■ **INSTRUCTIONS FOR THE TASK**:
Restate the data below word for word. Leave the images out.
Segment Open
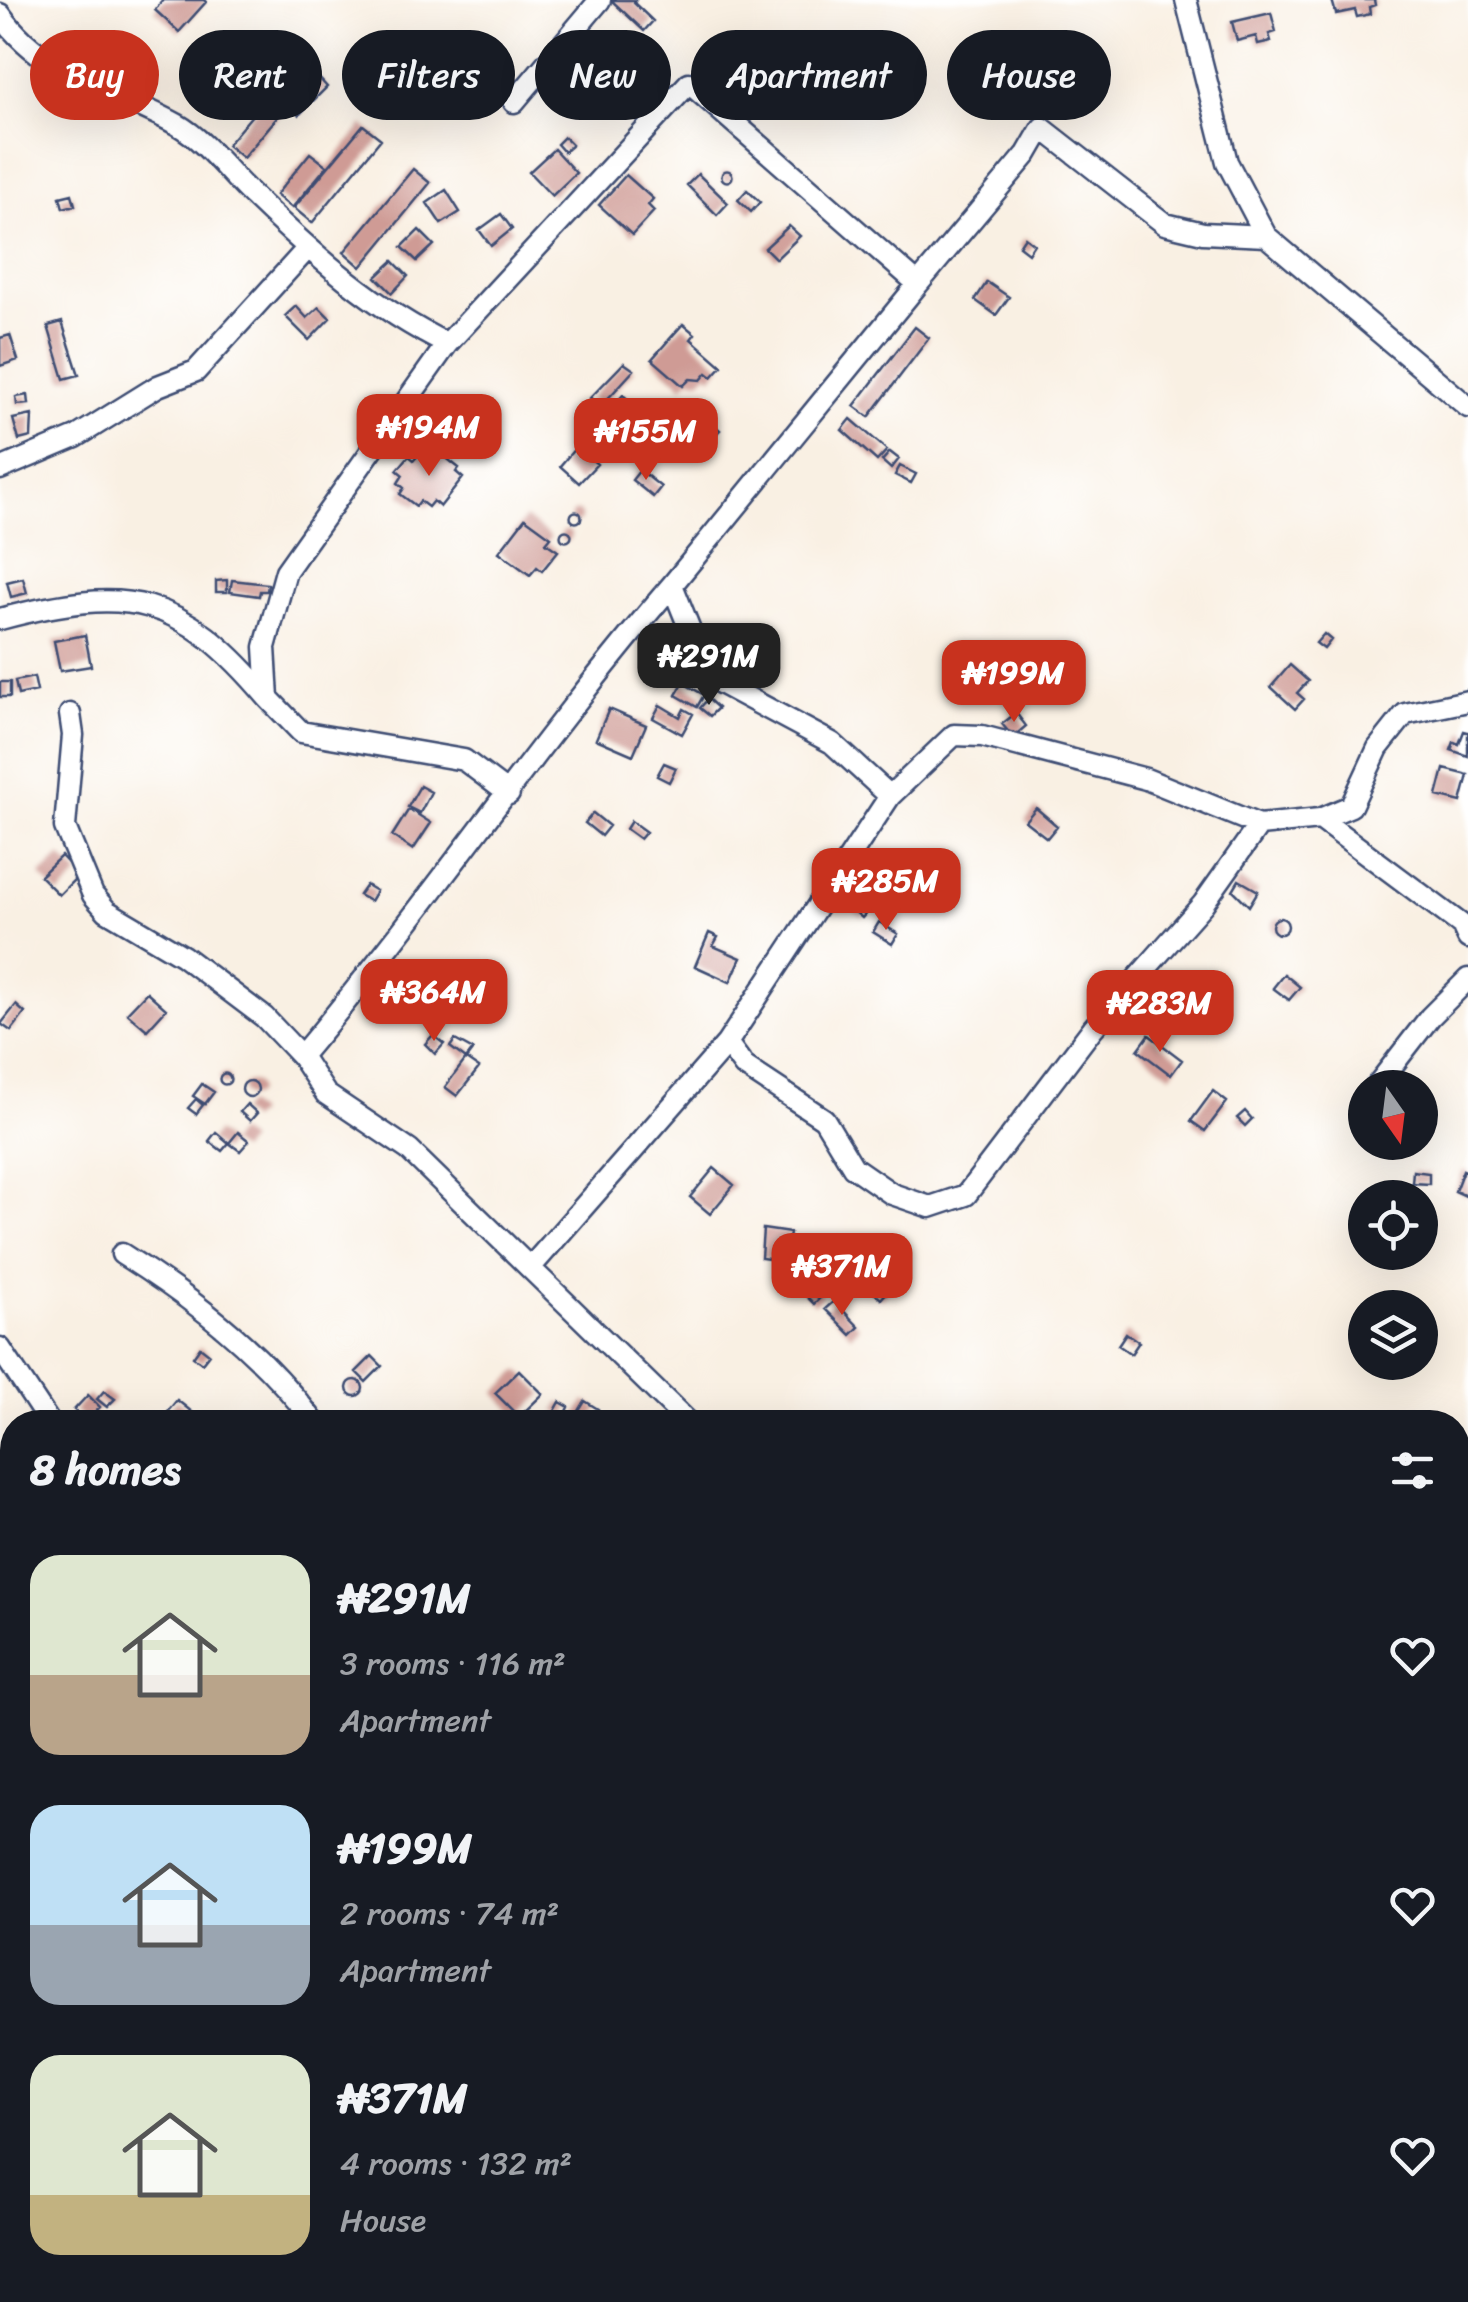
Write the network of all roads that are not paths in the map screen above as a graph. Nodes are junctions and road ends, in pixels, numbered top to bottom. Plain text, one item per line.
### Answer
1 (600, 0) edge
2 (1188, 0) edge
3 (0, 14) edge
4 (515, 101) edge
5 (1266, 236) junction
6 (307, 249) junction
7 (918, 284) junction
8 (448, 344) junction
9 (1468, 407) edge
10 (0, 470) edge
11 (672, 584) junction
12 (0, 619) edge
13 (266, 647) junction
14 (228, 650) junction
15 (268, 698) junction
16 (1468, 701) edge
17 (70, 714) dead end
18 (509, 794) junction
19 (890, 796) junction
20 (1320, 819) junction
21 (1258, 825) junction
22 (1468, 938) edge
23 (1468, 980) edge
24 (727, 1043) junction
25 (301, 1056) junction
26 (1389, 1070) edge
27 (122, 1254) dead end
28 (530, 1268) junction
29 (0, 1348) edge
30 (41, 1410) edge
31 (305, 1410) edge
32 (676, 1410) edge

1 - 4 street
2 - 5 street
3 - 6 street
5 - 7 street
5 - 9 street
6 - 8 street
6 - 10 street
7 - 8 street
7 - 11 street
8 - 13 street
11 - 18 street
11 - 19 street
12 - 14 street
13 - 14 street
13 - 15 street
14 - 15 street
15 - 18 street
16 - 20 street
17 - 25 street
18 - 25 street
19 - 21 street
19 - 24 street
20 - 21 street
20 - 22 street
21 - 24 street
23 - 26 street
24 - 28 street
25 - 28 street
27 - 31 street
28 - 32 street
29 - 30 street

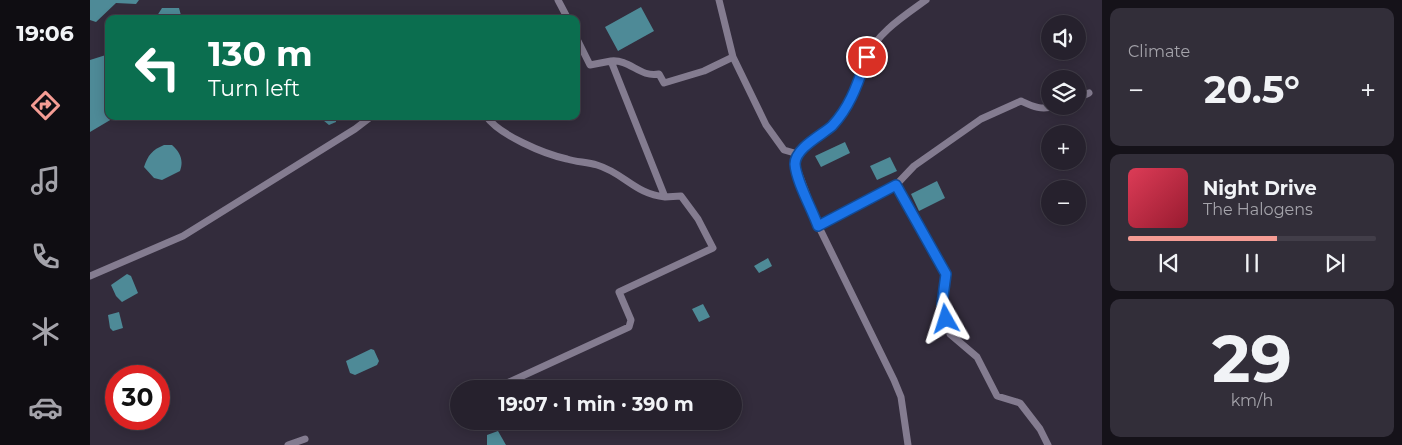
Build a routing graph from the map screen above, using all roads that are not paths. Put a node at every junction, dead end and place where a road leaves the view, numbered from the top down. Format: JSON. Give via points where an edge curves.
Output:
Segment Closed
■ **SOLVED EXERCISE**:
Write the network of all roads that are not paths in the map screen above as a graph. Nodes are junctions and road ends, in pixels, numbered top to bottom. Plain text, one item per line.
### Answer
1 (600, 0) edge
2 (1188, 0) edge
3 (0, 14) edge
4 (515, 101) edge
5 (1266, 236) junction
6 (307, 249) junction
7 (918, 284) junction
8 (448, 344) junction
9 (1468, 407) edge
10 (0, 470) edge
11 (672, 584) junction
12 (0, 619) edge
13 (266, 647) junction
14 (228, 650) junction
15 (268, 698) junction
16 (1468, 701) edge
17 (70, 714) dead end
18 (509, 794) junction
19 (890, 796) junction
20 (1320, 819) junction
21 (1258, 825) junction
22 (1468, 938) edge
23 (1468, 980) edge
24 (727, 1043) junction
25 (301, 1056) junction
26 (1389, 1070) edge
27 (122, 1254) dead end
28 (530, 1268) junction
29 (0, 1348) edge
30 (41, 1410) edge
31 (305, 1410) edge
32 (676, 1410) edge

1 - 4 street
2 - 5 street
3 - 6 street
5 - 7 street
5 - 9 street
6 - 8 street
6 - 10 street
7 - 8 street
7 - 11 street
8 - 13 street
11 - 18 street
11 - 19 street
12 - 14 street
13 - 14 street
13 - 15 street
14 - 15 street
15 - 18 street
16 - 20 street
17 - 25 street
18 - 25 street
19 - 21 street
19 - 24 street
20 - 21 street
20 - 22 street
21 - 24 street
23 - 26 street
24 - 28 street
25 - 28 street
27 - 31 street
28 - 32 street
29 - 30 street

Build a routing graph from the map screen above, using all roads that are not paths. Put a node at every junction, dead end and place where a road leaves the view, numbered from the top down. Format: JSON. Give via points where an edge curves.
Output:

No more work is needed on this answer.